In his book The Other Side of Innovation, Dartmouth Tuck’s School of Business professor Vijay Govidnarajan describes three common mistakes that trip up many businesses. Rick Newnan, U.S. News chief business correspondent, summarizes them nicely in his article “10 Great Companies That Lost Their Edge**:
- “The physical trap, in which big investments in old systems or equipment prevent the pursuit of fresher, more relevant investments.
- The psychological trap, in which a leaders fixate on what made them successful and fail to notice when something new is displacing it; and
- The strategic trap, when a company focuses purely on the marketplace of today and fails to anticipate the future.”
How do these map to the mojo barometer?
Pretty nicely, as it turns out. I’ve updated my 2013 list below and added links to relevant posts so you can dig a little deeper. So, how are you doing?
- Strategic trap: Your company isn’t looking at the bigger picture, specifically, the fundamental shift that’s taking place in the marketplace and the role information plays in it. Your business plan is product-focused, not customer-centric. See The Second Machine Age: 5 Things Our Kids’ Kids Won’t Know About Transportation and Is Your Business Ready to Take On the Digital Universe?.)
- Psychological trap: Your company still believes IT’s place is in the back office, not the boardroom contributing to business decisions and planning. Data is still seen as bits and bytes and IT as a cost-center. Your data (i.e., your information assets) aren’t anywhere to found on your balance sheet. Your CIO remains hyper-focused on saving a buck and showing ROI/TCO. (See IT Pay Rises as Roles Shift from Back Office to Boardroom.)
- Physical trap: Your company is still allocating IT dollars in pretty much the same systems, software and processes it has for years. The conversations you’re having with vendors about different technologies start with and center on speeds and feeds, and not with business objectives.

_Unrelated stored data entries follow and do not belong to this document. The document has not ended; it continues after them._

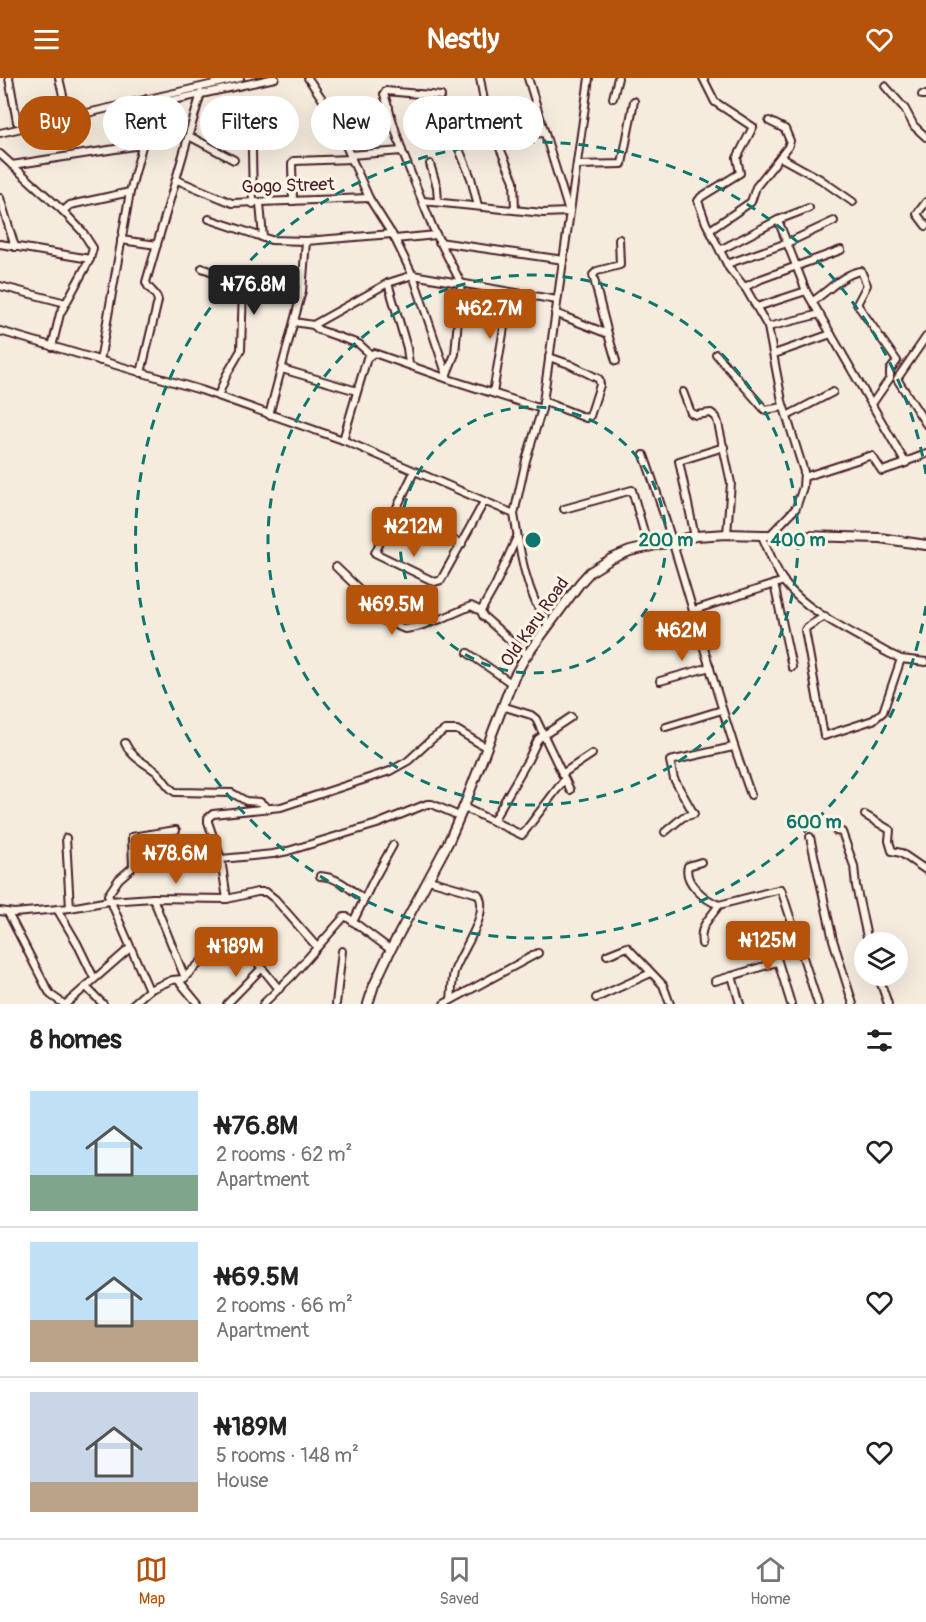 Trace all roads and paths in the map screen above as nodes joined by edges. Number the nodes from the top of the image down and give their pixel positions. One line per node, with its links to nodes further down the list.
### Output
1 (9, 78): 25 (street)
2 (59, 78): 14 (street)
3 (205, 78): 13 (street)
4 (240, 78): 13 (street)
5 (274, 78): 13 (street)
6 (308, 78): 16 (street)
7 (480, 78): 19 (street)
8 (528, 78): 27 (street)
9 (589, 78): 43 (street)
10 (618, 78): 20 (street)
11 (703, 78): 64 (street)
12 (885, 86): 29 (street)
13 (204, 89): 15 (street); 28 (street)
14 (63, 96)
15 (173, 96)
16 (320, 96)
17 (385, 96): 18 (street)
18 (441, 96)
19 (483, 96)
20 (613, 98)
21 (634, 101): 43 (street)
22 (103, 111): 26 (street)
23 (391, 114): 36 (street)
24 (770, 121): 38 (street)
25 (17, 122)
26 (0, 133)
27 (545, 133): 59 (street)
28 (189, 136): 40 (street); 44 (street)
29 (926, 137)
30 (109, 150): 42 (street)
31 (140, 150): 45 (street)
32 (348, 150): 37 (street)
33 (460, 150): 55 (street)
34 (500, 150): 57 (street)
35 (252, 151): 54 (street)
36 (402, 151): 37 (street); 49 (street)
37 (351, 157): 47 (street); 48 (street)
38 (780, 157): 51 (street); 64 (street)
39 (1, 158): 42 (street)
40 (234, 160)
41 (430, 164): 50 (street)
42 (12, 165): 58 (street)
43 (577, 165): 59 (street)
44 (177, 180): 54 (street, Gogo Street); 73 (street)
45 (130, 192): 58 (street); 69 (street)
46 (0, 198): 74 (street)
47 (369, 198): 48 (street, Gogo Street); 65 (street)
48 (292, 201): 53 (street, Gogo Street)
49 (423, 201): 50 (street); 67 (street)
50 (438, 202): 55 (street)
51 (853, 202)
52 (926, 202): 63 (street)
53 (260, 203): 54 (street, Gogo Street); 66 (street)
54 (252, 204)
55 (478, 206): 57 (street)
56 (809, 208): 61 (street)
57 (515, 210): 59 (street)
58 (63, 211): 77 (street)
59 (569, 212): 78 (street)
60 (209, 219): 66 (street)
61 (778, 220): 71 (street); 75 (street)
62 (834, 221): 71 (street)
63 (926, 226)
64 (710, 230): 75 (street)
65 (394, 236): 67 (street); 70 (street); 82 (street)
66 (263, 238): 70 (street)
67 (438, 238): 78 (street); 84 (street)
68 (619, 239): 99 (street)
69 (121, 240): 73 (street); 107 (street)
70 (306, 241): 95 (street)
71 (787, 243): 79 (street); 80 (street)
72 (0, 244): 74 (street)
73 (157, 245): 111 (street)
74 (15, 247): 77 (street)
75 (720, 250): 79 (street)
76 (841, 250): 80 (street)
77 (90, 259): 91 (street)
78 (564, 260): 89 (street)
79 (727, 264): 86 (street)
80 (798, 267): 86 (street); 87 (street)
81 (202, 268): 117 (street)
82 (412, 275): 83 (street); 84 (street); 112 (street)
83 (388, 283): 96 (street); 109 (street)
84 (461, 283): 88 (street); 112 (street)
85 (0, 286): 91 (street)
86 (745, 287): 92 (street)
87 (806, 291): 90 (street); 92 (street)
88 (510, 292): 89 (street); 116 (street)
89 (557, 300): 93 (street)
90 (813, 301): 94 (street); 118 (street)
91 (66, 303): 102 (street)
92 (757, 307): 97 (street)
93 (555, 313): 99 (street); 106 (street)
94 (820, 314): 97 (street); 100 (street)
95 (294, 322): 96 (street); 110 (street)
96 (313, 325): 103 (street)
97 (768, 327): 105 (street)
98 (0, 331): 102 (street)
99 (608, 334): 108 (street)
100 (831, 334): 105 (street); 118 (street)
101 (926, 337): 123 (street)
102 (52, 347): 107 (street)
103 (370, 354): 109 (street); 113 (street)
104 (716, 354): 120 (street)
105 (774, 354): 120 (street)
106 (549, 357): 119 (street); 119 (street)
107 (100, 361): 111 (street)
108 (616, 361)
109 (410, 364): 112 (street)
110 (282, 369): 113 (street); 121 (street)
111 (141, 373): 117 (street)
112 (448, 377): 116 (street)
113 (357, 391): 124 (street)
114 (682, 392): 125 (street)
115 (833, 392): 122 (street)
116 (493, 393): 119 (street)
117 (218, 396): 121 (street)
118 (872, 404): 128 (street)
119 (542, 405): 134 (street)
120 (783, 407): 122 (street)
121 (269, 415): 124 (street)
122 (786, 416): 130 (street)
123 (926, 424)
124 (344, 440): 129 (street)
125 (724, 447): 135 (street); 138 (street)
126 (926, 454): 128 (street)
127 (644, 455): 139 (street)
128 (906, 462): 130 (street)
129 (414, 472): 131 (street); 133 (street)
130 (804, 477): 137 (street)
131 (484, 502): 134 (street); 140 (street)
132 (564, 509): 142 (street)
133 (394, 514): 140 (street); 140 (street)
134 (514, 514): 136 (street)
135 (727, 534): 137 (main road, Old Karu Road); 138 (main road, Old Karu Road)
136 (518, 536): 147 (street); 149 (street)
137 (765, 536): 141 (main road, Old Karu Road); 144 (street)
138 (695, 537): 139 (main road, Old Karu Road)
139 (672, 541): 142 (main road, Old Karu Road); 146 (street)
140 (462, 544)
141 (926, 545)
142 (648, 546): 149 (main road, Old Karu Road)
143 (336, 567): 147 (street)
144 (784, 581): 145 (street); 148 (street)
145 (774, 584): 146 (street); 155 (street)
146 (694, 610): 154 (street)
147 (481, 611): 151 (street)
148 (825, 616): 152 (street); 152 (street)
149 (548, 625): 151 (main road, Old Karu Road)
150 (468, 653): 157 (street)
151 (527, 655): 157 (main road, Old Karu Road)
152 (901, 659): 153 (street)
153 (926, 662)
154 (710, 667): 156 (street); 159 (street)
155 (792, 668)
156 (660, 681)
157 (511, 683): 158 (main road, Old Karu Road)
158 (502, 706): 162 (street); 165 (main road, Old Karu Road)
159 (722, 710): 161 (street); 164 (street)
160 (571, 717): 162 (street)
161 (666, 727)
162 (544, 735): 167 (street); 174 (street)
163 (125, 743): 171 (street)
164 (733, 747): 169 (street); 177 (street)
165 (486, 748): 170 (main road, Old Karu Road); 171 (street)
166 (592, 754): 167 (street)
167 (563, 777): 168 (street); 174 (street)
168 (570, 790)
169 (751, 795)
170 (464, 807): 173 (main road, Old Karu Road); 174 (street)
171 (269, 808): 181 (street)
172 (865, 815): 183 (street)
173 (459, 816): 181 (street); 185 (main road, Old Karu Road)
174 (493, 821)
175 (176, 831): 189 (street)
176 (836, 831): 197 (street)
177 (665, 832)
178 (810, 837): 231 (street)
179 (66, 838): 191 (street)
180 (393, 845): 188 (street)
181 (221, 859): 187 (street)
182 (701, 862): 190 (street)
183 (926, 870)
184 (320, 876): 188 (street)
185 (429, 880): 201 (main road, Old Karu Road); 217 (street)
186 (153, 898): 187 (street); 189 (street); 210 (street)
187 (227, 898): 199 (street)
188 (363, 899): 195 (street)
189 (110, 901): 191 (street); 200 (street)
190 (719, 905): 198 (street); 230 (street)
191 (70, 908): 192 (street)
192 (57, 909): 194 (street); 209 (street)
193 (0, 911): 194 (street)
194 (8, 913): 218 (street)
195 (353, 922): 199 (street); 201 (street)
196 (769, 932): 205 (street)
197 (866, 932)
198 (702, 944)
199 (317, 946): 214 (street)
200 (130, 948): 209 (street); 215 (street)
201 (390, 950): 225 (main road, Old Karu Road)
202 (342, 951): 224 (street)
203 (538, 953): 217 (street)
204 (607, 955): 207 (street)
205 (777, 962): 208 (street); 229 (street)
206 (261, 969): 210 (street); 214 (street); 222 (street)
207 (651, 973): 216 (street); 227 (street)
208 (732, 976): 211 (street); 228 (street)
209 (94, 978): 213 (street)
210 (182, 979): 215 (street); 221 (street)
211 (715, 981)
212 (882, 986): 232 (street)
213 (86, 987): 218 (street); 219 (street)
214 (279, 988): 223 (street)
215 (149, 990): 220 (street)
216 (596, 998)
217 (451, 1000): 226 (street)
218 (65, 1004)
219 (103, 1004)
220 (133, 1004)
221 (198, 1004)
222 (227, 1004)
223 (263, 1004)
224 (336, 1004)
225 (368, 1004)
226 (444, 1004)
227 (670, 1004)
228 (740, 1004)
229 (791, 1004)
230 (818, 1004)
231 (853, 1004)
232 (888, 1004)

You may have heard about Purpose-Built Backup Appliances and may have even invested in them, but you haven’t thought beyond this, specifically about the platform and technologies that will take you to the cloud and back. (See The Social Network of Machines, Software-Defined Storage, & the Data Protection Continuum and Proof (Is) Generally in the Numbers.
*“10 Great Companies that Lost Their Edge” by Rick Newman, U.S News, August 19, 2010.